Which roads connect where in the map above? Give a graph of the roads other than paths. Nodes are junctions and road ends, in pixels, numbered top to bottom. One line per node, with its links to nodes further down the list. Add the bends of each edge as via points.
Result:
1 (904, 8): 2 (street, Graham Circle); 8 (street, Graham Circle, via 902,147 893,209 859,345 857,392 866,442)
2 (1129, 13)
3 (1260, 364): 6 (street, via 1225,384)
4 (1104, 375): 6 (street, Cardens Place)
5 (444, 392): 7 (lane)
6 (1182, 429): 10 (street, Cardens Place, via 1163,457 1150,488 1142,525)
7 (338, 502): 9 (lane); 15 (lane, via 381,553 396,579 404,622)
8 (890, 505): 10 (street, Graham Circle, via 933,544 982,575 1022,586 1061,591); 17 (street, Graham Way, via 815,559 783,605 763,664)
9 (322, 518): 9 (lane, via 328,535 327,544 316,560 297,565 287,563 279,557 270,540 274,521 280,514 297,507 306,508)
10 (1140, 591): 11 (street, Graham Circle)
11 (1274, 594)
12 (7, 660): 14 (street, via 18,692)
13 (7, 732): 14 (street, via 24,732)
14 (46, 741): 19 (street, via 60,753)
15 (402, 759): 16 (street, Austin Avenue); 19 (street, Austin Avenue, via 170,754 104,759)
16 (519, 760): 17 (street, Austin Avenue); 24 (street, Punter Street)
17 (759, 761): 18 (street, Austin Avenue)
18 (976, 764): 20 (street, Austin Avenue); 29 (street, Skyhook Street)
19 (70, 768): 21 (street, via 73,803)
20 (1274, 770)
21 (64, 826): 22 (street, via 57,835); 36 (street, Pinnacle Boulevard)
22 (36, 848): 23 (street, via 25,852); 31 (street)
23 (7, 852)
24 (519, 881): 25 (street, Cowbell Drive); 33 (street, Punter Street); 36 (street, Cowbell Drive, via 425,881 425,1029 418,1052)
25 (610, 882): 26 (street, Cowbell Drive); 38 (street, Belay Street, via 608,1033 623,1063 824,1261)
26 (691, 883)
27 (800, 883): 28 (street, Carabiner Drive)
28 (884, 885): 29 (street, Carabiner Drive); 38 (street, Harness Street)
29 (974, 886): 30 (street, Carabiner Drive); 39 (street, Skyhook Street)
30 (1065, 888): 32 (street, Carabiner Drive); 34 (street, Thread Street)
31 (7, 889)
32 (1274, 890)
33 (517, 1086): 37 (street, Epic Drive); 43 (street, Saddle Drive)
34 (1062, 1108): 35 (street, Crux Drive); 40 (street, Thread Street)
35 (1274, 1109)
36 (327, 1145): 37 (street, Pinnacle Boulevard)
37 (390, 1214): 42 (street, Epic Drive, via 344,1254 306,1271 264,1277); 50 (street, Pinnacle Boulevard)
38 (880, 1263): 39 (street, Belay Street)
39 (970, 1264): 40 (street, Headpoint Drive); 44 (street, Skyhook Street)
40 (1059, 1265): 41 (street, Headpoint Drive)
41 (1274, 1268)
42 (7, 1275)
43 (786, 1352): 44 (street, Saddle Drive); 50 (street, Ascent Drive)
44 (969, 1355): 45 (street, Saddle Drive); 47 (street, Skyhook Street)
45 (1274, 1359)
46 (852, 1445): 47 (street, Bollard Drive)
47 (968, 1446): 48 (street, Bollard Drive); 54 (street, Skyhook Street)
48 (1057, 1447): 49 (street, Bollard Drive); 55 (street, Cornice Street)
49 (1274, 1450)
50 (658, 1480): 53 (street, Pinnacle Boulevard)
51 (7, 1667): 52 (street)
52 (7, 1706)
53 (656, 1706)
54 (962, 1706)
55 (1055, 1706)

» **PROBLEM DETAILS**
After reading the listing above, work out how many lines contain "lane" and reply with that number only.

» **COMPLETED EXERCISE**
3